El Gobierno de Níger, encabezado por la junta militar surgida del golpe de 2023, presentó formalmente el pasado 18 de junio su solicitud de retiro de la Corte Penal Internacional (CPI), según confirmó el tribunal con sede en La Haya. La salida efectiva se producirá el 18 de junio de 2027, un año después de la recepción de la notificación.

Con esta decisión, Níger se convierte en el cuarto país africano en abandonar la CPI, tras Burundi, Filipinas y Sudáfrica. La medida responde al distanciamiento de la junta nigerina de las instituciones internacionales occidentales y a su creciente acercamiento a Rusia y otras potencias alternativas.

La CPI manifestó en un comunicado que lamenta «toda decisión de sustraerse al esfuerzo colectivo para poner fin a la impunidad por los crímenes internacionales más graves». La organización recordó que el Estatuto de Roma, que crea la Corte, contempla el derecho de los Estados a retirarse, pero subrayó el valor de la cooperación internacional en la lucha contra la impunidad.

Níger es un país clave en la región del Sahel, de especial interés para la seguridad de España y Europa por los flujos migratorios y la presencia de grupos yihadistas.
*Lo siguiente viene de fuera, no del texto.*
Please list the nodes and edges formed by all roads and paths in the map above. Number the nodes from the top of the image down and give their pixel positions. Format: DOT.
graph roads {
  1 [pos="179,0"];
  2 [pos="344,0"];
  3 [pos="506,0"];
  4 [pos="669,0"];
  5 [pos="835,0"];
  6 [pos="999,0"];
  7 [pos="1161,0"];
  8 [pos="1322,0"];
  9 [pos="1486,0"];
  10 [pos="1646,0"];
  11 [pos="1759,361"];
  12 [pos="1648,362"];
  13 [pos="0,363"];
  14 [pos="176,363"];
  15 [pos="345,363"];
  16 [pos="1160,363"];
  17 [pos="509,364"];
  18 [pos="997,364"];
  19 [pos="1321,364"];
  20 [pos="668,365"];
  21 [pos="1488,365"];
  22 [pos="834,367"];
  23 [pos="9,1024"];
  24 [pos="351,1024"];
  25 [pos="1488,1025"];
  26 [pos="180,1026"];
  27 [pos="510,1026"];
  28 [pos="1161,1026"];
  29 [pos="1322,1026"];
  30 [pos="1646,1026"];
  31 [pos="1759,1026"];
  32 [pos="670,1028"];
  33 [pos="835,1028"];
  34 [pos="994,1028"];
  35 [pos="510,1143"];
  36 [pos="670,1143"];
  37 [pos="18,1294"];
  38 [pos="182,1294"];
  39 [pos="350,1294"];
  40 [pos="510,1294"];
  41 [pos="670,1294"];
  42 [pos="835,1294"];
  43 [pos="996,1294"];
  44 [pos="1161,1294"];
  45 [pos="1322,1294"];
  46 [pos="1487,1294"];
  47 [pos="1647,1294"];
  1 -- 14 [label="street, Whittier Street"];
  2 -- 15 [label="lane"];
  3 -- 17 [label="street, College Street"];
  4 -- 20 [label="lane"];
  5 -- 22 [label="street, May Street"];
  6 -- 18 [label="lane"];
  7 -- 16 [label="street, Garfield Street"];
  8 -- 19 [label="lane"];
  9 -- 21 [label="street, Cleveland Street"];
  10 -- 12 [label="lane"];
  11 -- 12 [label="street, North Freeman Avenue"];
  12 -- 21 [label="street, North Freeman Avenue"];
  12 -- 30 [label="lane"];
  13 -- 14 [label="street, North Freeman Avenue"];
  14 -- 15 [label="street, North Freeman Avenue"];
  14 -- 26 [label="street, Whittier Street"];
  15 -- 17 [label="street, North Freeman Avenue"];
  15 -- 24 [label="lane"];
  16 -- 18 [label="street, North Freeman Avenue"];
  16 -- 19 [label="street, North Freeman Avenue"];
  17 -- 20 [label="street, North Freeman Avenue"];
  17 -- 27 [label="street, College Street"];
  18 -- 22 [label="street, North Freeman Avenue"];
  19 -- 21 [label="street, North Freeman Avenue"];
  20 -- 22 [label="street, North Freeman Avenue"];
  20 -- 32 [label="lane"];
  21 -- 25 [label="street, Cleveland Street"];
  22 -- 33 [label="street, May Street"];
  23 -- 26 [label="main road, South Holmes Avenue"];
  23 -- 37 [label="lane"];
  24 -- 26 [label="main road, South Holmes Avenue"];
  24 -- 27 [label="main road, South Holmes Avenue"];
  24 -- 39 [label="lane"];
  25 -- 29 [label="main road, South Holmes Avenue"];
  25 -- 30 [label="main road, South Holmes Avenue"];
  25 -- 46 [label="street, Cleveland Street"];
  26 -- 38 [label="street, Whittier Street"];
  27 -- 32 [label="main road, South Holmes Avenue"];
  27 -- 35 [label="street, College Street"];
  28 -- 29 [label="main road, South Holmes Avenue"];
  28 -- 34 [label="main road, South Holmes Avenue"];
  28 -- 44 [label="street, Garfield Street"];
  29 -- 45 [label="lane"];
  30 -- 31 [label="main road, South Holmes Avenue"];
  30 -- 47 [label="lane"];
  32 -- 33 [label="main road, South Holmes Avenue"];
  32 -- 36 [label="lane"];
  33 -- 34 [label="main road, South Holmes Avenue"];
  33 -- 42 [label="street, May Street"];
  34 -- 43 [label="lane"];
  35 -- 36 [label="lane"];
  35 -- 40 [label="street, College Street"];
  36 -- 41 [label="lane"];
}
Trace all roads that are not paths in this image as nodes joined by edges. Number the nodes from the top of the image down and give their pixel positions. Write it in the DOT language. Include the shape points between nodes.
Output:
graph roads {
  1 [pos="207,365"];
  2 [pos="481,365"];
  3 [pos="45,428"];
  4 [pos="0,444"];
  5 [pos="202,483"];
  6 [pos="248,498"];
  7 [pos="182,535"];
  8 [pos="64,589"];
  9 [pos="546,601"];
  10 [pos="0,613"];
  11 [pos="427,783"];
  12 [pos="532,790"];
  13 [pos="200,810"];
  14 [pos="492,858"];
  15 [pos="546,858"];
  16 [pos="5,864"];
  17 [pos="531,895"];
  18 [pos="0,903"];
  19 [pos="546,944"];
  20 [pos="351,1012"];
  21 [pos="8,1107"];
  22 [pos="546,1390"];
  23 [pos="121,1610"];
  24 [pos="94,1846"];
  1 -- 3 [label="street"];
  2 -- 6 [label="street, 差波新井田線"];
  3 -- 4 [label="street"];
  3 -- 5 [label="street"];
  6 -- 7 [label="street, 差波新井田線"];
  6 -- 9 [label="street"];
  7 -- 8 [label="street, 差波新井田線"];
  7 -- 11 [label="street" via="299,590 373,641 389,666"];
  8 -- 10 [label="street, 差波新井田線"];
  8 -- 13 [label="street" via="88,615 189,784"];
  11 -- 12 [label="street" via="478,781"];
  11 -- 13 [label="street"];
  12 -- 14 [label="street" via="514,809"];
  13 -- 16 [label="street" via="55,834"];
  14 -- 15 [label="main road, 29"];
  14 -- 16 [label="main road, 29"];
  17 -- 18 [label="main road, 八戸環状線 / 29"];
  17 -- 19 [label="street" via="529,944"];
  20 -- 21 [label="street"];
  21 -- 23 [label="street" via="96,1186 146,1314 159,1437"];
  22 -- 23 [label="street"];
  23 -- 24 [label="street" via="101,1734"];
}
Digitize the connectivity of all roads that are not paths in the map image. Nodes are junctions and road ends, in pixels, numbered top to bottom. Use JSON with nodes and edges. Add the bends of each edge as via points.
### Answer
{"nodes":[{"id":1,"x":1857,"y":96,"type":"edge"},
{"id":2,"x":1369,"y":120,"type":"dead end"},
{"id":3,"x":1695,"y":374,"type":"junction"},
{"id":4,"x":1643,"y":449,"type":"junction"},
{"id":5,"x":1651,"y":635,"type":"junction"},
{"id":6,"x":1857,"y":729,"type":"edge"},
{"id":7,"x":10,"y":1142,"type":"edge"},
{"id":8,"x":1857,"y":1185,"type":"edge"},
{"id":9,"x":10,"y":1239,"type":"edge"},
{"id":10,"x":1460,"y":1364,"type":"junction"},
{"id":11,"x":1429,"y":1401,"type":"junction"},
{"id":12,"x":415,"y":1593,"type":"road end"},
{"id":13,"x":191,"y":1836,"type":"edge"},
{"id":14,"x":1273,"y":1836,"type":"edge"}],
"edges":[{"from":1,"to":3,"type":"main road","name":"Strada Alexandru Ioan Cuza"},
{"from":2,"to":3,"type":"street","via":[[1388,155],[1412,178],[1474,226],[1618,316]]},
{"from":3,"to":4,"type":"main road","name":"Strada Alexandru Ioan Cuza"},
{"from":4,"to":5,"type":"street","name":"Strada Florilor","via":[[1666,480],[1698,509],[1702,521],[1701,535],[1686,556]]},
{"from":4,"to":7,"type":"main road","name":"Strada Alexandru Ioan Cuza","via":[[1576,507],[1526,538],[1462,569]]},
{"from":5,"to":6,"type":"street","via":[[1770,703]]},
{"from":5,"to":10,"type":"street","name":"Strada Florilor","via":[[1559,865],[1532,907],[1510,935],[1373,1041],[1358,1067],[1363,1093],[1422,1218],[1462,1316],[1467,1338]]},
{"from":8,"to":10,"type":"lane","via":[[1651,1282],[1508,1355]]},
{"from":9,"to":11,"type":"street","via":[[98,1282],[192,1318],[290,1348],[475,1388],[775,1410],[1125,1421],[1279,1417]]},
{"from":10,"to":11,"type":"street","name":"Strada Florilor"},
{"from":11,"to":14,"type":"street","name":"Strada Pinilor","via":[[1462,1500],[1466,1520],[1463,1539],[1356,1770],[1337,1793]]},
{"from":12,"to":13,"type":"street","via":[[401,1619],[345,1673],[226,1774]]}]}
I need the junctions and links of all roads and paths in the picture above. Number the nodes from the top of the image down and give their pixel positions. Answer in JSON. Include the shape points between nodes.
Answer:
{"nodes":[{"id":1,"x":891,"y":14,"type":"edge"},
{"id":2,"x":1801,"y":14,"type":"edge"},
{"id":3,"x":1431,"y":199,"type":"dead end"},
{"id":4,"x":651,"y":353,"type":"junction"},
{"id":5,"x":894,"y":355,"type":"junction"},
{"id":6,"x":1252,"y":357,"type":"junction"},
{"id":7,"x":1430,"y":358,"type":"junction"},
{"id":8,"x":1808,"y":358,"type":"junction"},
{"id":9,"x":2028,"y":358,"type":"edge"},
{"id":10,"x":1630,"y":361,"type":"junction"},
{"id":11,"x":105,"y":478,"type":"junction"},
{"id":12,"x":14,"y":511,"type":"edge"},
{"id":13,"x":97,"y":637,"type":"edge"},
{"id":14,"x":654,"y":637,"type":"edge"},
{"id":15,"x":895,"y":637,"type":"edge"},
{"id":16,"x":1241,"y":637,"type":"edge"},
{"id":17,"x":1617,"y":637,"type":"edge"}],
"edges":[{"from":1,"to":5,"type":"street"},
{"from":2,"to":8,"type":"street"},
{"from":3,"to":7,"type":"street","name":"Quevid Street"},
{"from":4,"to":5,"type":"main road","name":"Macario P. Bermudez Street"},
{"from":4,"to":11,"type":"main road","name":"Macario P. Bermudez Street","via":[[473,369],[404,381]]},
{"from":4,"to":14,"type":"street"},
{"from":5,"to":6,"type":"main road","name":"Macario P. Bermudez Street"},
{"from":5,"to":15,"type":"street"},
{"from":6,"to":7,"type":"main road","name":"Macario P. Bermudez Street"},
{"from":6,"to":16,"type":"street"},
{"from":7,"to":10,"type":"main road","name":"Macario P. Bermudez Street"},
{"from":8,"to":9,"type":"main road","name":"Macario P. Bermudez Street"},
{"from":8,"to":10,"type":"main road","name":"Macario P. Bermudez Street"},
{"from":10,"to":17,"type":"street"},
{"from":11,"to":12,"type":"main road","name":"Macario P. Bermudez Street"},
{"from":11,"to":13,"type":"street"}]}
La salida de la CPI debilita aún más el marco de justicia internacional en una zona donde ya actúan con impunidad diversas facciones armadas.

La decisión se produce nueve meses después de que la Alianza de Estados del Sahel (AES), que agrupa a Mali, Burkina Faso y Níger, anunciara su retirada colectiva de la CPI. Los tres países, gobernados por juntas militares, han intensificado su cooperación con Rusia, que no es firmante del Estatuto de Roma.